Mary Killen Mary Killen

Dear Mary: How can I tell her that her table manners are disgusting?

issue 10 August 2013

Q. My mainly male colleagues and I were happy to learn that an attractive young woman would be joining the staff of the boarding prep school where we work. Yet, unfathomably, and despite having gone to the Dragon and grown up in north Oxford, this new colleague’s table manners turned out to be truly revolting. She eats very quickly, with both elbows on the table, head down and lifting the food in via her knife, hardly using her fork at all. This has turned us all off — most notably me at whom she has made a series of unsubtle passes — and as a result we have cancelled the tradition of Sunday staff suppers as no one can stomach sitting at a table with her.
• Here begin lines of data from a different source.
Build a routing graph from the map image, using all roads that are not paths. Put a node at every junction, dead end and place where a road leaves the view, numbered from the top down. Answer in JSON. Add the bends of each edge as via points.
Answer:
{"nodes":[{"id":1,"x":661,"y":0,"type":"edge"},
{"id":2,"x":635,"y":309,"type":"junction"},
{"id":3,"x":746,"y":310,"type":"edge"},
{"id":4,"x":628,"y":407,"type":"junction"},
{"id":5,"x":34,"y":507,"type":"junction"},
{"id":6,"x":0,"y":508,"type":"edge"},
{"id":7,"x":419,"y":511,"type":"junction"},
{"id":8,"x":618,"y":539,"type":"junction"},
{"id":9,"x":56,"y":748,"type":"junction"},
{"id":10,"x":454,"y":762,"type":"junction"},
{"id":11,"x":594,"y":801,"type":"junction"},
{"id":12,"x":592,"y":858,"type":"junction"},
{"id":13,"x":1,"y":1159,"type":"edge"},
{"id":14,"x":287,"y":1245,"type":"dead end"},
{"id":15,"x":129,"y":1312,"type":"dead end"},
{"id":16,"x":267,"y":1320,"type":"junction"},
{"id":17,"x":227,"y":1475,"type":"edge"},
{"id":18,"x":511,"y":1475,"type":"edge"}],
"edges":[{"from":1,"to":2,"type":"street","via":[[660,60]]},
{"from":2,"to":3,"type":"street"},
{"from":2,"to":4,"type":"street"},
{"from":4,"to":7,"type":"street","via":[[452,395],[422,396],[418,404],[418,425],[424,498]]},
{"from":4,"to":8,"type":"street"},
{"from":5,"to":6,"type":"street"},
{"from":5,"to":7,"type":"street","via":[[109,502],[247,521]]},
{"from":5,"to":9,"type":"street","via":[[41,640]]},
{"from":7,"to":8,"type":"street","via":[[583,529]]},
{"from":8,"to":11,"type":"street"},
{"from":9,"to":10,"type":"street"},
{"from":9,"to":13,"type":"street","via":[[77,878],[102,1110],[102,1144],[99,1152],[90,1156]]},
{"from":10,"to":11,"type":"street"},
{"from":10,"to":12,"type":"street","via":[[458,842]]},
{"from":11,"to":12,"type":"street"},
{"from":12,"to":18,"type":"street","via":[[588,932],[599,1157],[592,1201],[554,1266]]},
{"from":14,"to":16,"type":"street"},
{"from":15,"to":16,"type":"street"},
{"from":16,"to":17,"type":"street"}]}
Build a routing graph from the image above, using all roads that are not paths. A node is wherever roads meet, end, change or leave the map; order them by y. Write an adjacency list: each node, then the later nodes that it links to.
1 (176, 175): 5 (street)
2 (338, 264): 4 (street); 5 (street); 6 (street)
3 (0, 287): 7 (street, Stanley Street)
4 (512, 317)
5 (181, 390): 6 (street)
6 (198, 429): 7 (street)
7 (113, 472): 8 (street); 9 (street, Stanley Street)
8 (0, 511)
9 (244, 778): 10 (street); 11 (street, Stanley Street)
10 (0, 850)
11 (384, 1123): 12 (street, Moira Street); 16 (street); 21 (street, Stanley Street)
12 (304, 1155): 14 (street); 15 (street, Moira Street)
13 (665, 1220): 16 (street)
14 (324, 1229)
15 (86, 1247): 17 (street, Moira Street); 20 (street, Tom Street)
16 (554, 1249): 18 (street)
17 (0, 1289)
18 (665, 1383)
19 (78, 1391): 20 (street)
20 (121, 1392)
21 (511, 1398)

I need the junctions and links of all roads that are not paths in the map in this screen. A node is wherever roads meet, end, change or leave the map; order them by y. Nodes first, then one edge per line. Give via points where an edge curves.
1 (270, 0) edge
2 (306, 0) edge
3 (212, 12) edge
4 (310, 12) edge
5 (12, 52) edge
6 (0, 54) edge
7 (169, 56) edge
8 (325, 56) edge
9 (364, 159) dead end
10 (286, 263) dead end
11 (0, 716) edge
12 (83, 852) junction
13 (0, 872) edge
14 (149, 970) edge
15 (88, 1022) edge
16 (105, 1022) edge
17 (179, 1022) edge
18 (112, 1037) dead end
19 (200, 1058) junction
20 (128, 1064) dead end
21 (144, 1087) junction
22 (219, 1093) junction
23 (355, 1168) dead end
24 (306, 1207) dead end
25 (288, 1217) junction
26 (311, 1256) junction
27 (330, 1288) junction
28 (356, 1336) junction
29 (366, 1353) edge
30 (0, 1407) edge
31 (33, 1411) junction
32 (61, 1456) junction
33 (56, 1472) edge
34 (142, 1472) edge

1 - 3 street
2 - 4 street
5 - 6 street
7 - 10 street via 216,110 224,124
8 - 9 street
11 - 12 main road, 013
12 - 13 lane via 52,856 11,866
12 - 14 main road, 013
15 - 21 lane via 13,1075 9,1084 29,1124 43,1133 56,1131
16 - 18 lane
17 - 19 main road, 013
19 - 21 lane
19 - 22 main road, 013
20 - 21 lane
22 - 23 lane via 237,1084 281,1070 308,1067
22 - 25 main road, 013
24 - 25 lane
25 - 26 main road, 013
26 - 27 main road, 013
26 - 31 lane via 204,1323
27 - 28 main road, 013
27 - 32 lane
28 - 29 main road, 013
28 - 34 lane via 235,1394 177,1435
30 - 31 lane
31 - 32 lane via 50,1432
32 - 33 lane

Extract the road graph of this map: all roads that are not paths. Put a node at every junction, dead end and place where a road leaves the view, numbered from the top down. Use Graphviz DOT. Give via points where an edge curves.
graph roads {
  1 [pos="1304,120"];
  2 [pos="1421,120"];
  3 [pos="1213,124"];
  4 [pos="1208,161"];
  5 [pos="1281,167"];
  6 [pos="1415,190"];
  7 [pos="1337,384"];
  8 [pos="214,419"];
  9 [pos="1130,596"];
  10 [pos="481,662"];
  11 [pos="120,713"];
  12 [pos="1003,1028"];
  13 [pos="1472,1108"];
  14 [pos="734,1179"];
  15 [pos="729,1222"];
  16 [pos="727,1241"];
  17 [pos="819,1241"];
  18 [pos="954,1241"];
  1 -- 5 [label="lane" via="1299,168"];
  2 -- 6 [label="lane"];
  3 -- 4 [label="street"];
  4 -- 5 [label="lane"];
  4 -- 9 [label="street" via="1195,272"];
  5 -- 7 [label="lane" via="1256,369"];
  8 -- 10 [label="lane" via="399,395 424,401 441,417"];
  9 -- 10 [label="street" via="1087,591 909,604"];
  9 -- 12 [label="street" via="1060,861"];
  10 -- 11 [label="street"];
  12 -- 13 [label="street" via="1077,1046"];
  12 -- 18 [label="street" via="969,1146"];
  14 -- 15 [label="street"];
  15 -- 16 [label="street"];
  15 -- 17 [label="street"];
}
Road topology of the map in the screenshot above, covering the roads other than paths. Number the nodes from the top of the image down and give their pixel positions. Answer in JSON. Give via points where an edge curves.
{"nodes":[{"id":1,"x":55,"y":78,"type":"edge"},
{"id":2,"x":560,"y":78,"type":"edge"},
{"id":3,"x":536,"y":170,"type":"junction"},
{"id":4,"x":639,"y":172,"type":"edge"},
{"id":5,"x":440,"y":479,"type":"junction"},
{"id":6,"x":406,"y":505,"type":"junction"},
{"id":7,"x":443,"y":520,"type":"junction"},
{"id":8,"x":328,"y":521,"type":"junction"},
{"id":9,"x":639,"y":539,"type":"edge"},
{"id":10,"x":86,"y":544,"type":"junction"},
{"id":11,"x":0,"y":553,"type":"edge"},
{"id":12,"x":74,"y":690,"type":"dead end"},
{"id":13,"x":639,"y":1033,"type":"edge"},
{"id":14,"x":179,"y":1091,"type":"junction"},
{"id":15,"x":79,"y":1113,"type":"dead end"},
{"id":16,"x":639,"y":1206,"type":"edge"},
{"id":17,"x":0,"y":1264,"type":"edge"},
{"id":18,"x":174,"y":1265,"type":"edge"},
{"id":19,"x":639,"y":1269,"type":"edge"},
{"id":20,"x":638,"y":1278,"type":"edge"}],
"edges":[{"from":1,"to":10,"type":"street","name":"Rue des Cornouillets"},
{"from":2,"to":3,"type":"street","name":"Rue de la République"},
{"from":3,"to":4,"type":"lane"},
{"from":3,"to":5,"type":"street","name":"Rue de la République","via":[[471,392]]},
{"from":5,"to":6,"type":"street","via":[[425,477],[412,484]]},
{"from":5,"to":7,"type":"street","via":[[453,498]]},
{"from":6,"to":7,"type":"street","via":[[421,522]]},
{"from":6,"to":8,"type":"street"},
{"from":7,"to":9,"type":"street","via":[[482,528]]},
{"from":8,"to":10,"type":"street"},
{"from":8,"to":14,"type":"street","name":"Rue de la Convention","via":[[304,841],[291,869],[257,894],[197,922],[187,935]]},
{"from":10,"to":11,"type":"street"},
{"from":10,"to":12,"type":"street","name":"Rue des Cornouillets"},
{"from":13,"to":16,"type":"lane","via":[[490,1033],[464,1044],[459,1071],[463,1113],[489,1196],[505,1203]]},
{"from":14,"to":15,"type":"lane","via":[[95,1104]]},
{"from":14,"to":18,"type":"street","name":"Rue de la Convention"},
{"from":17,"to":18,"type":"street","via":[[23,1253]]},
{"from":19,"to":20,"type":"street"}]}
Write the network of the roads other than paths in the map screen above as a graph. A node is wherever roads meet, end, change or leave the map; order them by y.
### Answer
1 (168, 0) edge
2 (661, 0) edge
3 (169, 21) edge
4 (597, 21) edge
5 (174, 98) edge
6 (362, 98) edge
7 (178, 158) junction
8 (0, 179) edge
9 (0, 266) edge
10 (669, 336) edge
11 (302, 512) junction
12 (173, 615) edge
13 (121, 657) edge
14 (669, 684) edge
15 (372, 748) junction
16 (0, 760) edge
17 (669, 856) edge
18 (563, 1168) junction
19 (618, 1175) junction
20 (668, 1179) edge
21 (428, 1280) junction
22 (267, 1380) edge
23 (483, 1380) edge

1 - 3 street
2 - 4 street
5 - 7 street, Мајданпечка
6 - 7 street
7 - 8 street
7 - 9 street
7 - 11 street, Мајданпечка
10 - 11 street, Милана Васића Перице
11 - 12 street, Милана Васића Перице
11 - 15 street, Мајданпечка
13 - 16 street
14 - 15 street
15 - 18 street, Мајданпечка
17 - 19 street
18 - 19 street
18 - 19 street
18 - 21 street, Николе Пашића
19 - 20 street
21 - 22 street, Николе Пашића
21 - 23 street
The headmaster’s wife is clearly paralysed by the size of the task involved and has no idea how to tackle this young woman (who is a competent teacher). What do you suggest for next term?
— Name and address withheld

A. You should use this crisis as an opportunity. Table manners are no longer taught in schools, yet there is a huge demand for instruction. Witness this year’s heavily oversubscribed summer school for 11-year-olds in Wiltshire at which table manners formed the core of the curriculum. When asked ‘Why are table manners important?’ the children spontaneously chorused: ‘So you can get a boyfriend/girlfriend.’ Offer to run a table-manners club at the school yourself and ask this female colleague to assist you with its administration, though none of the teaching. As she finds you attractive, she will certainly agree. Once she listens to you lecturing on the topic, the gravity of her own failings will become clear to her, as well as their consequences (no boyfriend).